Figure 2: Cyberphysical Architecture

System Design

Elevation Mapping and State Estimation Subsystem

Following the cyber-physical architecture, the simultaneous localization and mapping (SLAM) module should take 3D LiDAR scans, IMU reading, and Stereo camera data as input and maintain a 3D world map with estimated robot pose. It serves as the foundation for search and rescue exploration through narrow spaces and upon terrains with elevation changes. The SLAM architecture should be robust and reliable as the map grows larger, as well as consistent on runtime and memory consumption to guarantee real-timeness. Further based on the trade study, our SLAM architecture will likely follow the standard formulation proposed in LIO-SAM, which stands for Tightly-coupled Lidar Inertial Odometry via Smoothing and Mapping. 

LIO-SAM formulates lidar-inertial odometry on top of a factor graph, enabling both relative and absolute measurements, to perform pose graph joint optimizations and loop closures. The tightly coupled IMU provides nonlinear motion pre-integration to de-skew point clouds, initialization of odometry optimization, and most importantly contributes to part of the factor graph for bundle adjustments. The result of lidar odometry optimization can conversely be utilized to estimate the bias of IMU in the factor graph. To ensure the real-timeliness without sacrificing accuracies, LIO-SAM uses edge and plane features as descriptors proposed by LOAM for 3D lidar scans and achieves critical efficiency in the following:

Computing Lidar Odometry Factor:

  • Maintain a fixed-lag smoother (i.e. sliding window) consisting of sub-keyframes for voxel map in the world frame to prepare for scan matching
  • Fast data association during local scan-matching whose motion prior is initialized from IMU.
  • Non-linear least square optimization (GaussNewton) to compute lidar odometry transformation factors
  • Keyframes registrations

Localization:

  • Marginalize old lidar scans for pose and trajectory optimization

Computing Loop Closure Factor:

  • Place recognition based on baseline metric—Euclidean distance-based detection
  • Place recognition mechanism based on more advanced point cloud descriptors
  • Fast data association when matching new key-frame to corresponding past sub-keyframes
  • Correcting drift in translation and most importantly altitude

Plan and Traverse Subsystem

Building on top of the Elevation Mapping and State Estimation subsystem, the goal of the Plan and Traverse subsystem is to efficiently explore the environment.
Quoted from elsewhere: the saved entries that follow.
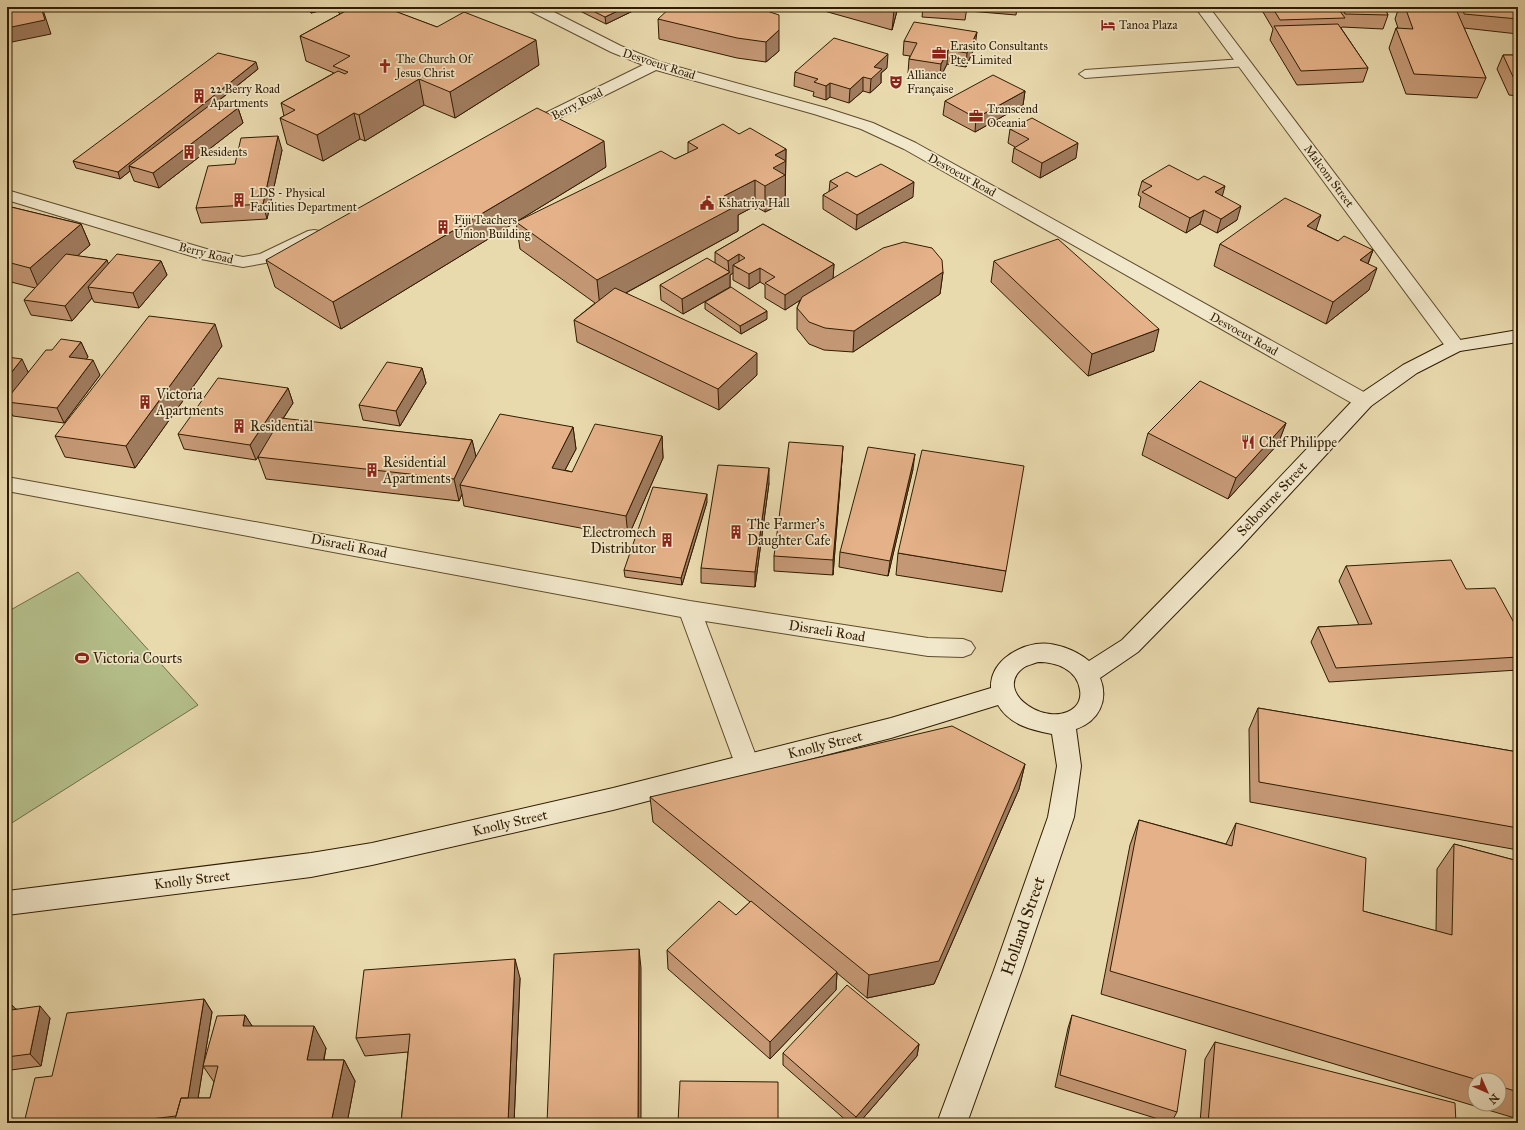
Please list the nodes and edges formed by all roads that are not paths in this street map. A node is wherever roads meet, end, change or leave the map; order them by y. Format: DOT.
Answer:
graph roads {
  1 [pos="533,7"];
  2 [pos="1202,7"];
  3 [pos="1244,63"];
  4 [pos="655,64"];
  5 [pos="1085,74"];
  6 [pos="512,136"];
  7 [pos="7,195"];
  8 [pos="326,229"];
  9 [pos="1518,336"];
  10 [pos="1455,346"];
  11 [pos="1364,402"];
  12 [pos="7,484"];
  13 [pos="690,610"];
  14 [pos="963,648"];
  15 [pos="1087,674"];
  16 [pos="1004,694"];
  17 [pos="1063,724"];
  18 [pos="747,764"];
  19 [pos="7,903"];
  20 [pos="957,1122"];
  1 -- 4 [label="street, Desvoeux Road"];
  2 -- 3 [label="street, Malcom Street"];
  3 -- 5 [label="lane"];
  3 -- 10 [label="street, Malcom Street"];
  4 -- 6 [label="street, Berry Road"];
  4 -- 11 [label="street, Desvoeux Road"];
  7 -- 8 [label="street, Berry Road"];
  9 -- 10 [label="street, Selbourne Street"];
  10 -- 11 [label="street, Selbourne Street"];
  11 -- 15 [label="street, Selbourne Street"];
  12 -- 13 [label="street, Disraeli Road"];
  13 -- 14 [label="street, Disraeli Road"];
  13 -- 18 [label="street"];
  15 -- 16 [label="street"];
  15 -- 17 [label="street"];
  16 -- 17 [label="street"];
  16 -- 18 [label="street, Knolly Street"];
  17 -- 20 [label="street, Holland Street"];
  18 -- 19 [label="street, Knolly Street"];
}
The exploration strategy can be information-theoretic, frontier-based, topological, random sampling-based, or a hierarchy of these methods. 

The TARE exploration strategy is a candidate approach that performs frontier exploration with a minimum set of viewpoints by recursively and randomly sampling the viewpoints. Using the estimated state of the robot and the elevation map (from the previous subsystem), we obtain the traversable configuration space within the robot’s local planning horizon, current viewpoint location, and boundary viewpoints. These are provided as inputs to the planner, which recursively computes viewpoints, concatenates local paths between them, and outputs the exploration trajectory plan. This trajectory plan is provided as input to the traversal APIs of the Unitree quadruped robot.

For a legged robot, the best local path should be determined by the highest foothold score. The foothold score is a function of the amount of time taken to traverse the path and the robot’s ability to find stable footholds in the path. We will use this as the local cost function for the TARE exploration planner.

Human Detection Subsystem

The human detection subsystem makes use of the RGB and depth camera. YOLOv4 processes the RGB image, and marks humans on the image. Human locations on RGB images will be used to locate humans on the depth image. Last, humans on the depth image will be mapped to the 2d world map as points of rescue interest.